Introduction
Amino sugars are vital bioactive compounds that have various biological applications in the pharmaceutical and nutraceutical industries. Among these, chitin and chitosan derivatives have emerged as promising biomaterials for biomedical applications. However, chitosan's properties, such as its solubility, pharmaceutical formulation, and bioactivity, are largely determined by its degree of deacetylation (DDA). Therefore, chitosan with a high DDA is necessary for these applications. One potential source of high DDA chitosan is crustacean shells, a by-product of the seafood industry. However, this requires a complex and expensive purification process and yields low-quality chitosan with undesired contaminants. Thus, there is a need for identifying new sources of high-quality chitosan for biomedical applications.
Methodology
In this study, we worked on improving the isolation and purification of chitosan from fungal cell walls using the acid-base method. The resulting high-quality chitosan was then chemically modified using amine functionalization with the amino sugar glucosamine (GlcN) to generate a new material, amino chitosan (AMC).
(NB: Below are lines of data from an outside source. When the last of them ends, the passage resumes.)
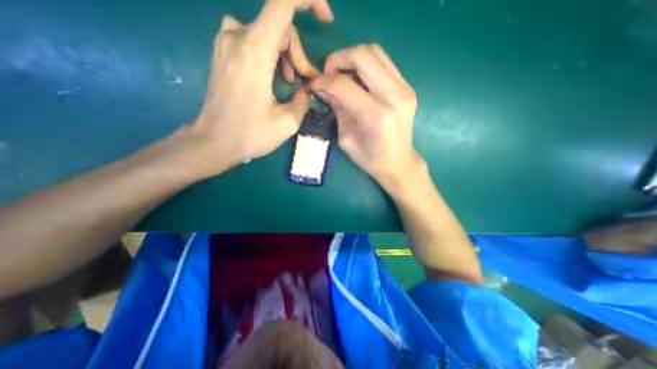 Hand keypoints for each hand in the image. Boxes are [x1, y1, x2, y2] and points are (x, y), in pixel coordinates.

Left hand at [181, 0, 331, 177]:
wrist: (214, 141)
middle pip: (280, 27)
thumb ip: (304, 99)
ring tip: (290, 82)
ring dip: (286, 55)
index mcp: (254, 52)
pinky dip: (271, 55)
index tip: (326, 18)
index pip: (283, 2)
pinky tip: (274, 78)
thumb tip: (308, 87)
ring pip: (269, 33)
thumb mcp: (287, 122)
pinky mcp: (224, 51)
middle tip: (305, 82)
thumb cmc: (250, 135)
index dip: (309, 0)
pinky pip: (254, 39)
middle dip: (298, 54)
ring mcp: (226, 42)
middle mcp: (237, 36)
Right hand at [308, 43, 419, 190]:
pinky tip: (359, 81)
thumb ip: (337, 110)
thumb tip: (324, 89)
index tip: (314, 84)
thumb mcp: (346, 139)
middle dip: (338, 58)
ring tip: (343, 76)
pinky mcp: (408, 88)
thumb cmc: (370, 159)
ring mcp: (405, 89)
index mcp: (375, 116)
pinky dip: (367, 66)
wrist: (399, 162)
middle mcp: (393, 97)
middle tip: (329, 73)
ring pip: (376, 52)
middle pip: (363, 55)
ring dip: (353, 58)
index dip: (323, 80)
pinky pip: (384, 63)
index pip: (343, 85) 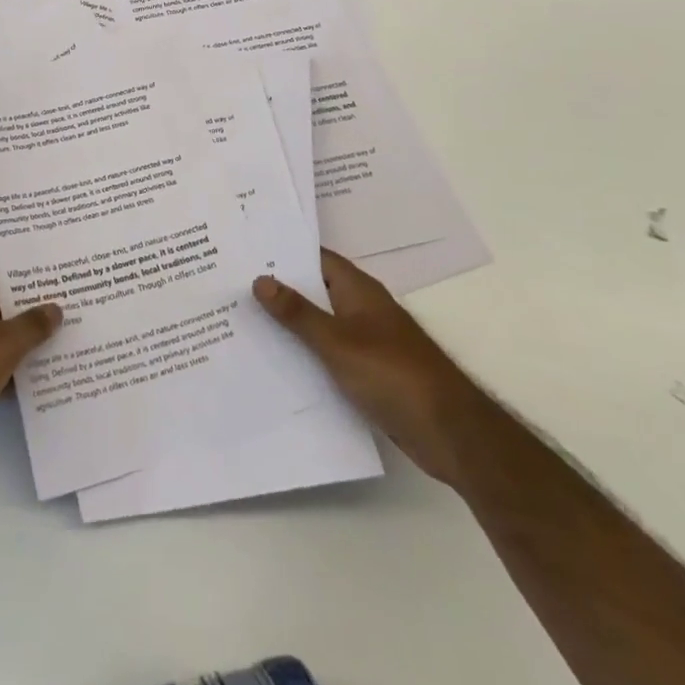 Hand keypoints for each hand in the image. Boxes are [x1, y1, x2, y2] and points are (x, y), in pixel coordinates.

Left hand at [0, 254, 61, 478]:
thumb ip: (32, 325)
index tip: (46, 264)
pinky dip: (5, 369)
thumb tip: (55, 307)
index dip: (14, 261)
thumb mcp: (4, 345)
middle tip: (63, 300)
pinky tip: (33, 378)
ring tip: (57, 337)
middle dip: (24, 300)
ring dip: (17, 337)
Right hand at [254, 249, 489, 485]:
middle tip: (232, 284)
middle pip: (314, 290)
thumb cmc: (394, 374)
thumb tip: (260, 278)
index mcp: (357, 290)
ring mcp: (366, 341)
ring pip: (319, 324)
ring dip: (290, 323)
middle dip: (279, 288)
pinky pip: (328, 354)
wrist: (451, 434)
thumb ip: (298, 313)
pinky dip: (305, 354)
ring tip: (243, 320)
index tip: (244, 250)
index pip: (314, 258)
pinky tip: (275, 362)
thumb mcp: (337, 342)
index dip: (282, 252)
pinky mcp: (368, 373)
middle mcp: (361, 309) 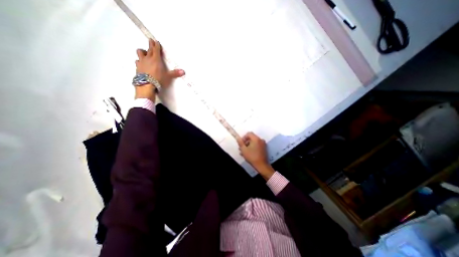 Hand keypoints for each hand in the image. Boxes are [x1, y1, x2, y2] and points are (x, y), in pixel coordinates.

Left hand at [135, 39, 183, 100]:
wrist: (146, 84)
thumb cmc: (158, 79)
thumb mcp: (168, 76)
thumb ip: (175, 73)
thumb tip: (183, 72)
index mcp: (156, 59)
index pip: (155, 49)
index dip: (156, 45)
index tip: (155, 41)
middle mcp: (148, 58)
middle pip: (148, 49)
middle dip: (150, 45)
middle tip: (151, 41)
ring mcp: (141, 62)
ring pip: (140, 53)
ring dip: (143, 52)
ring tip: (144, 53)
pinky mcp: (137, 67)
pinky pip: (137, 61)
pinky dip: (139, 61)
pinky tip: (141, 63)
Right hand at [238, 131, 273, 178]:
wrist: (261, 165)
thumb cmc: (252, 156)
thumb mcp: (243, 149)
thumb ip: (240, 142)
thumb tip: (237, 137)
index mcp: (256, 139)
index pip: (249, 133)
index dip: (244, 137)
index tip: (241, 143)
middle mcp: (260, 140)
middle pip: (251, 138)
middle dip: (245, 142)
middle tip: (241, 148)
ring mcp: (263, 144)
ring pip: (254, 142)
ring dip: (248, 145)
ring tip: (244, 152)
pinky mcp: (264, 148)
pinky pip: (257, 145)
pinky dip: (252, 147)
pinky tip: (249, 153) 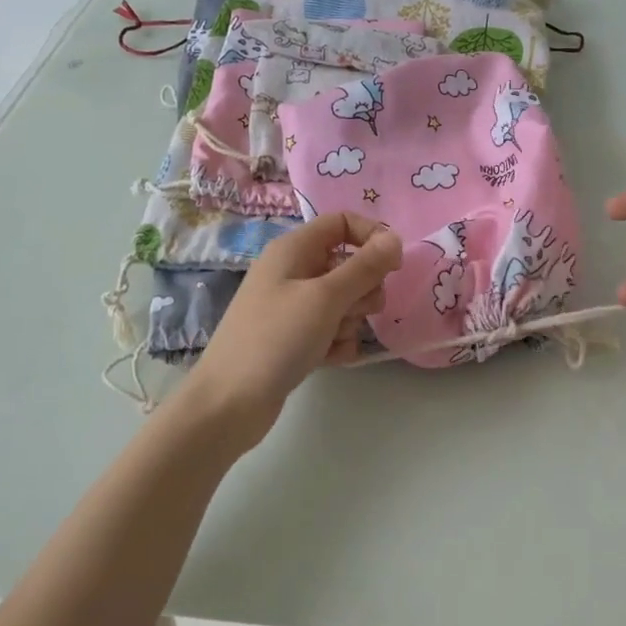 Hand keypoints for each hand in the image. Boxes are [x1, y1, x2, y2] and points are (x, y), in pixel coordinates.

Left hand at [190, 213, 399, 442]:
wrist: (230, 402)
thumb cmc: (276, 339)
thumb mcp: (325, 298)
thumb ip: (364, 267)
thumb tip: (395, 238)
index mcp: (294, 249)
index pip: (342, 223)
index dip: (372, 237)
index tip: (394, 266)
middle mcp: (293, 271)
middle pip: (349, 264)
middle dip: (362, 289)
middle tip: (351, 311)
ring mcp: (293, 307)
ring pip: (345, 301)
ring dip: (350, 321)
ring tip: (331, 340)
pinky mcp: (296, 338)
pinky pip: (333, 329)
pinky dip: (337, 343)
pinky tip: (328, 359) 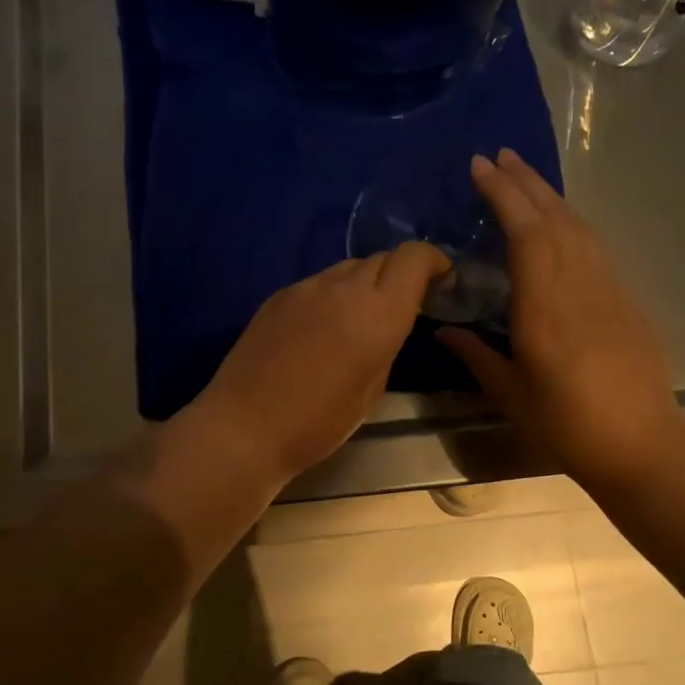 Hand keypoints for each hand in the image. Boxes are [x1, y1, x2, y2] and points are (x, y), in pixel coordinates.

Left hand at [192, 242, 451, 482]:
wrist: (245, 427)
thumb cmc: (318, 423)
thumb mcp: (372, 391)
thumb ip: (386, 344)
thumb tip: (386, 324)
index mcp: (378, 313)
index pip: (413, 257)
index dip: (432, 262)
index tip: (439, 282)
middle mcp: (343, 288)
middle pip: (382, 258)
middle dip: (399, 275)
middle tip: (400, 306)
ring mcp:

We then evaluated the physicochemical and biological properties of AMC, including its solubility, stability, and cytotoxicity in various cell lines. We also compared these properties with those of chitosan derived from crustacean shells.
Results
We found that the AMC has several desirable qualities for biomedical applications. It exhibited greater solubility, increased stability, and lower cytotoxicity compared to chitosan derived from crustacean shells. Additionally, AMC demonstrated better potential for wound healing, anti-inflammatory activities, and osteogenic differentiation. Furthermore, using a rat model of femoral bone defect, we showed that AMC enhances bone regeneration compared to chitosan derived from crustacean shells.
Discussion
Our study has shown that fungal chitosan functionalized with GlcN has superior properties compared to crustacean-derived chitosan for biomedical applications. Moreover, the use of microbial sources of chitin for the production of chitosan has various benefits such as low production cost and high yield. Additionally, functionalizing chitosan with amino sugars like GlcN enhances the bioactivity of chitosan, making it potent for potential medical applications such as wound healing and bone regeneration.
Conclusion
Our study provides evidence that chitosan derived from fungal cell walls and functionalized with GlcN, known as amino chitosan, has several advantages over chitosan from crustacean shells. The enhanced properties of AMC, such as solubility, stability, and bioactivity, make it a promising biomaterial for use in various biomedical applications. The use of microbial chitin sources for chitosan production and functionalization with amino sugars like GlcN has enormous potential for the development of new bioactive materials with broad applications in the pharmaceutical and nutraceutical industry.